• Your assignment
In the entries below, every line with the string "Onze" is to be reported.

• Information
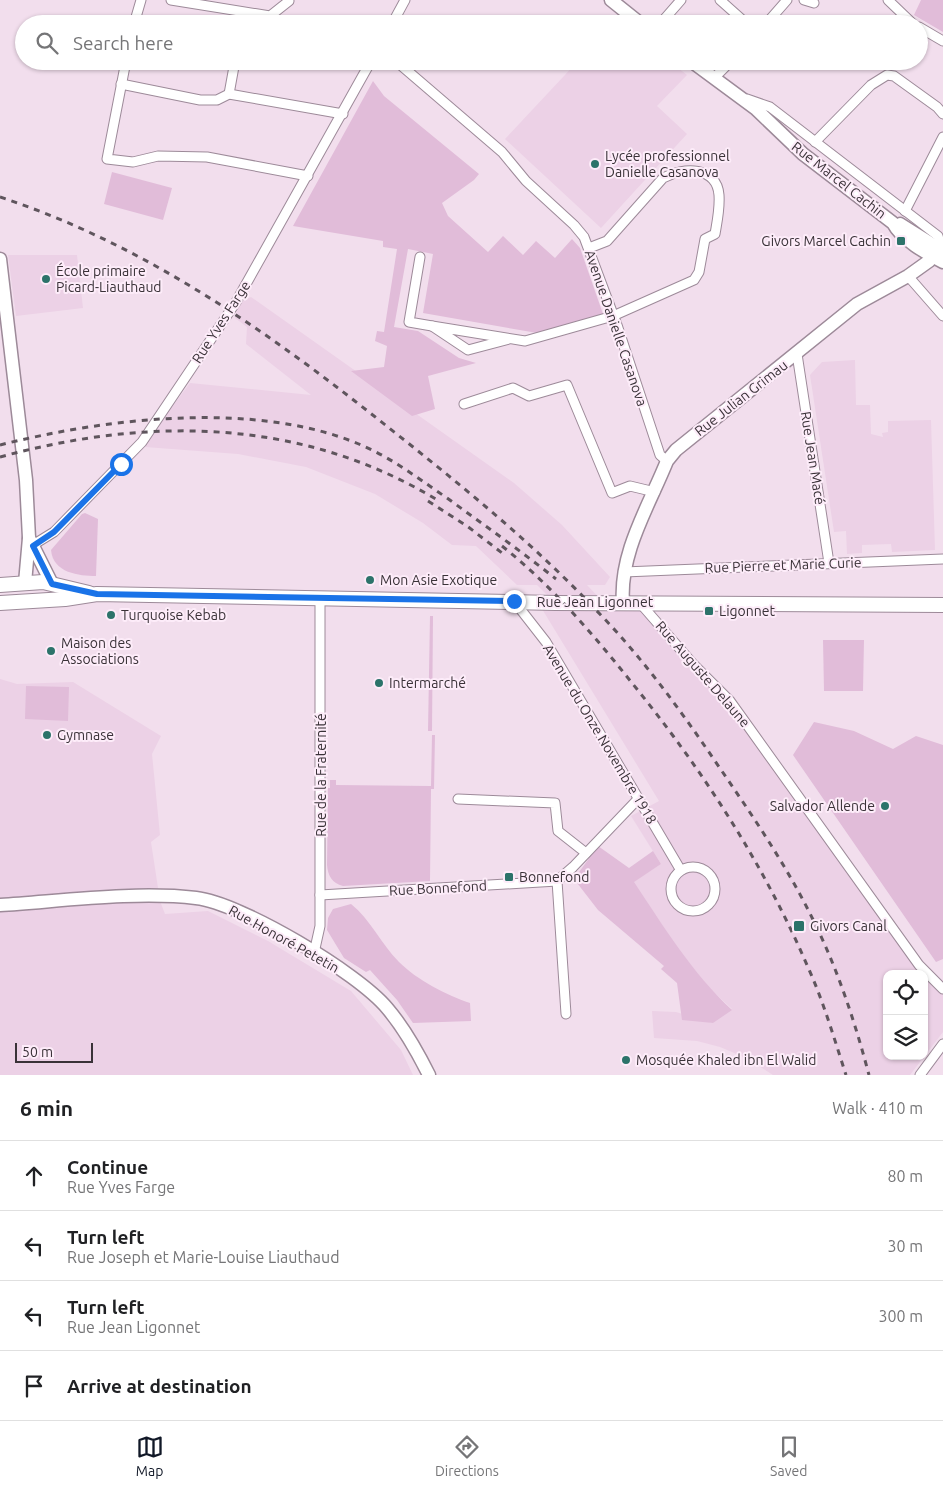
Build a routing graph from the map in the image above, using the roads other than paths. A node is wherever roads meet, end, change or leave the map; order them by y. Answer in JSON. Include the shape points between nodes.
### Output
{"nodes":[{"id":1,"x":141,"y":0,"type":"edge"},
{"id":2,"x":171,"y":0,"type":"edge"},
{"id":3,"x":405,"y":0,"type":"edge"},
{"id":4,"x":611,"y":0,"type":"edge"},
{"id":5,"x":681,"y":0,"type":"edge"},
{"id":6,"x":720,"y":0,"type":"edge"},
{"id":7,"x":787,"y":0,"type":"edge"},
{"id":8,"x":804,"y":0,"type":"edge"},
{"id":9,"x":888,"y":0,"type":"edge"},
{"id":10,"x":289,"y":1,"type":"dead end"},
{"id":11,"x":814,"y":3,"type":"dead end"},
{"id":12,"x":137,"y":15,"type":"edge"},
{"id":13,"x":246,"y":15,"type":"edge"},
{"id":14,"x":276,"y":15,"type":"edge"},
{"id":15,"x":397,"y":15,"type":"edge"},
{"id":16,"x":630,"y":15,"type":"edge"},
{"id":17,"x":668,"y":15,"type":"edge"},
{"id":18,"x":737,"y":15,"type":"edge"},
{"id":19,"x":774,"y":15,"type":"edge"},
{"id":20,"x":904,"y":15,"type":"edge"},
{"id":21,"x":928,"y":32,"type":"edge"},
{"id":22,"x":943,"y":41,"type":"edge"},
{"id":23,"x":124,"y":70,"type":"edge"},
{"id":24,"x":233,"y":70,"type":"edge"},
{"id":25,"x":366,"y":70,"type":"edge"},
{"id":26,"x":406,"y":70,"type":"edge"},
{"id":27,"x":703,"y":70,"type":"edge"},
{"id":28,"x":722,"y":70,"type":"edge"},
{"id":29,"x":714,"y":78,"type":"junction"},
{"id":30,"x":121,"y":84,"type":"junction"},
{"id":31,"x":229,"y":94,"type":"junction"},
{"id":32,"x":742,"y":97,"type":"junction"},
{"id":33,"x":343,"y":114,"type":"junction"},
{"id":34,"x":943,"y":114,"type":"edge"},
{"id":35,"x":943,"y":137,"type":"edge"},
{"id":36,"x":815,"y":142,"type":"junction"},
{"id":37,"x":308,"y":176,"type":"junction"},
{"id":38,"x":905,"y":211,"type":"junction"},
{"id":39,"x":588,"y":248,"type":"junction"},
{"id":40,"x":939,"y":254,"type":"edge"},
{"id":41,"x":420,"y":257,"type":"dead end"},
{"id":42,"x":0,"y":259,"type":"edge"},
{"id":43,"x":908,"y":276,"type":"junction"},
{"id":44,"x":3,"y":306,"type":"edge"},
{"id":45,"x":613,"y":316,"type":"junction"},
{"id":46,"x":943,"y":316,"type":"edge"},
{"id":47,"x":432,"y":326,"type":"junction"},
{"id":48,"x":509,"y":339,"type":"junction"},
{"id":49,"x":797,"y":354,"type":"junction"},
{"id":50,"x":464,"y":404,"type":"dead end"},
{"id":51,"x":667,"y":461,"type":"junction"},
{"id":52,"x":655,"y":492,"type":"junction"},
{"id":53,"x":30,"y":544,"type":"junction"},
{"id":54,"x":943,"y":559,"type":"edge"},
{"id":55,"x":829,"y":563,"type":"junction"},
{"id":56,"x":624,"y":572,"type":"junction"},
{"id":57,"x":25,"y":583,"type":"junction"},
{"id":58,"x":0,"y":584,"type":"edge"},
{"id":59,"x":52,"y":584,"type":"junction"},
{"id":60,"x":97,"y":594,"type":"junction"},
{"id":61,"x":320,"y":597,"type":"junction"},
{"id":62,"x":39,"y":601,"type":"junction"},
{"id":63,"x":514,"y":601,"type":"junction"},
{"id":64,"x":0,"y":602,"type":"edge"},
{"id":65,"x":624,"y":602,"type":"junction"},
{"id":66,"x":640,"y":602,"type":"junction"},
{"id":67,"x":943,"y":605,"type":"edge"},
{"id":68,"x":458,"y":799,"type":"dead end"},
{"id":69,"x":638,"y":799,"type":"junction"},
{"id":70,"x":586,"y":853,"type":"junction"},
{"id":71,"x":680,"y":869,"type":"junction"},
{"id":72,"x":557,"y":881,"type":"junction"},
{"id":73,"x":320,"y":895,"type":"junction"},
{"id":74,"x":0,"y":905,"type":"edge"},
{"id":75,"x":314,"y":952,"type":"junction"},
{"id":76,"x":943,"y":989,"type":"edge"},
{"id":77,"x":566,"y":1014,"type":"dead end"},
{"id":78,"x":943,"y":1044,"type":"edge"},
{"id":79,"x":429,"y":1075,"type":"edge"},
{"id":80,"x":920,"y":1075,"type":"edge"}],
"edges":[{"from":1,"to":12,"type":"street"},
{"from":2,"to":13,"type":"street"},
{"from":3,"to":15,"type":"street"},
{"from":4,"to":16,"type":"street"},
{"from":5,"to":17,"type":"street"},
{"from":6,"to":18,"type":"street"},
{"from":7,"to":19,"type":"street"},
{"from":8,"to":11,"type":"street"},
{"from":9,"to":20,"type":"street"},
{"from":10,"to":14,"type":"street"},
{"from":21,"to":22,"type":"street"},
{"from":23,"to":30,"type":"street"},
{"from":24,"to":31,"type":"street"},
{"from":25,"to":33,"type":"street","name":"Rue Yves Farge"},
{"from":26,"to":39,"type":"street","name":"Avenue Danielle Casanova","via":[[502,152],[526,181],[574,224]]},
{"from":27,"to":29,"type":"street","name":"Rue Marcel Cachin"},
{"from":28,"to":29,"type":"street"},
{"from":29,"to":32,"type":"street","name":"Rue Marcel Cachin"},
{"from":30,"to":31,"type":"street","via":[[200,100],[217,100]]},
{"from":30,"to":37,"type":"street","via":[[107,159],[133,162],[158,156],[207,156]]},
{"from":31,"to":33,"type":"street"},
{"from":32,"to":36,"type":"street","name":"Rue Marcel Cachin","via":[[770,107]]},
{"from":32,"to":40,"type":"street","name":"Rue Marcel Cachin","via":[[803,154]]},
{"from":33,"to":37,"type":"street","name":"Rue Yves Farge"},
{"from":34,"to":36,"type":"street","name":"Rue Marcel Cachin","via":[[894,76],[887,75],[871,85]]},
{"from":35,"to":38,"type":"street","name":"Rue Marcel Cachin"},
{"from":36,"to":38,"type":"street","name":"Rue Marcel Cachin"},
{"from":37,"to":53,"type":"street","name":"Rue Yves Farge","via":[[236,302],[142,442],[54,532]]},
{"from":38,"to":40,"type":"street","name":"Rue Marcel Cachin","via":[[938,236]]},
{"from":39,"to":45,"type":"street","name":"Avenue Danielle Casanova"},
{"from":39,"to":45,"type":"street","via":[[607,241],[664,178],[673,173],[694,170],[706,173],[719,193],[715,234],[705,239],[699,272],[694,280]]},
{"from":40,"to":43,"type":"street","name":"Rue Julian Grimau"},
{"from":41,"to":47,"type":"street","via":[[409,322]]},
{"from":42,"to":44,"type":"street"},
{"from":43,"to":46,"type":"street"},
{"from":43,"to":49,"type":"street","name":"Rue Julian Grimau","via":[[857,304]]},
{"from":44,"to":53,"type":"street","via":[[26,480]]},
{"from":45,"to":48,"type":"street","via":[[525,342]]},
{"from":45,"to":51,"type":"street","name":"Avenue Danielle Casanova","via":[[660,455]]},
{"from":47,"to":48,"type":"street"},
{"from":47,"to":48,"type":"street","via":[[468,350]]},
{"from":49,"to":51,"type":"street","name":"Rue Julian Grimau","via":[[676,450]]},
{"from":49,"to":55,"type":"street","name":"Rue Jean Macé"},
{"from":50,"to":52,"type":"street","via":[[513,388],[529,396],[567,385],[612,493],[630,486]]},
{"from":51,"to":52,"type":"street","name":"Rue Julian Grimau"},
{"from":52,"to":56,"type":"street","name":"Rue Julian Grimau"},
{"from":53,"to":57,"type":"street"},
{"from":53,"to":59,"type":"street"},
{"from":54,"to":55,"type":"street","name":"Rue Pierre et Marie Curie"},
{"from":55,"to":56,"type":"street","name":"Rue Pierre et Marie Curie"},
{"from":56,"to":65,"type":"street","name":"Rue Julian Grimau"},
{"from":57,"to":58,"type":"main road","name":"Rue Jean Ligonnet"},
{"from":57,"to":59,"type":"main road","name":"Rue Jean Ligonnet"},
{"from":57,"to":62,"type":"main road"},
{"from":59,"to":60,"type":"main road","name":"Rue Jean Ligonnet"},
{"from":59,"to":62,"type":"main road"},
{"from":60,"to":61,"type":"main road","name":"Rue Jean Ligonnet"},
{"from":60,"to":62,"type":"main road","name":"Rue Jean Ligonnet"},
{"from":61,"to":63,"type":"main road","name":"Rue Jean Ligonnet"},
{"from":61,"to":73,"type":"street","name":"Rue de la Fraternité"},
{"from":62,"to":64,"type":"main road","name":"Rue Jean Ligonnet"},
{"from":63,"to":65,"type":"main road","name":"Rue Jean Ligonnet"},
{"from":63,"to":69,"type":"street","name":"Avenue du Onze Novembre 1918","via":[[546,642]]},
{"from":65,"to":66,"type":"main road","name":"Rue Jean Ligonnet"},
{"from":66,"to":67,"type":"main road","name":"Rue Jean Ligonnet"},
{"from":66,"to":76,"type":"street","name":"Rue Auguste Delaune","via":[[730,701],[919,966]]},
{"from":68,"to":70,"type":"street","via":[[555,803],[558,831]]},
{"from":69,"to":70,"type":"street"},
{"from":69,"to":71,"type":"street","name":"Avenue du Onze Novembre 1918"},
{"from":70,"to":72,"type":"street"},
{"from":71,"to":71,"type":"street","via":[[671,882],[672,898],[682,909],[698,911],[711,902],[716,888],[710,873],[696,866]]},
{"from":72,"to":73,"type":"street","name":"Rue Bonnefond"},
{"from":72,"to":77,"type":"street"},
{"from":73,"to":75,"type":"street","name":"Rue de la Fraternité","via":[[320,926]]},
{"from":74,"to":75,"type":"street","name":"Rue Honoré Petetin","via":[[166,896],[198,898],[229,906]]},
{"from":75,"to":79,"type":"street","name":"Rue Honoré Petetin","via":[[363,984],[386,1007],[410,1038]]},
{"from":78,"to":80,"type":"street"}]}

• Output
{"from":63,"to":69,"type":"street","name":"Avenue du Onze Novembre 1918","via":[[546,642]]},
{"from":69,"to":71,"type":"street","name":"Avenue du Onze Novembre 1918"},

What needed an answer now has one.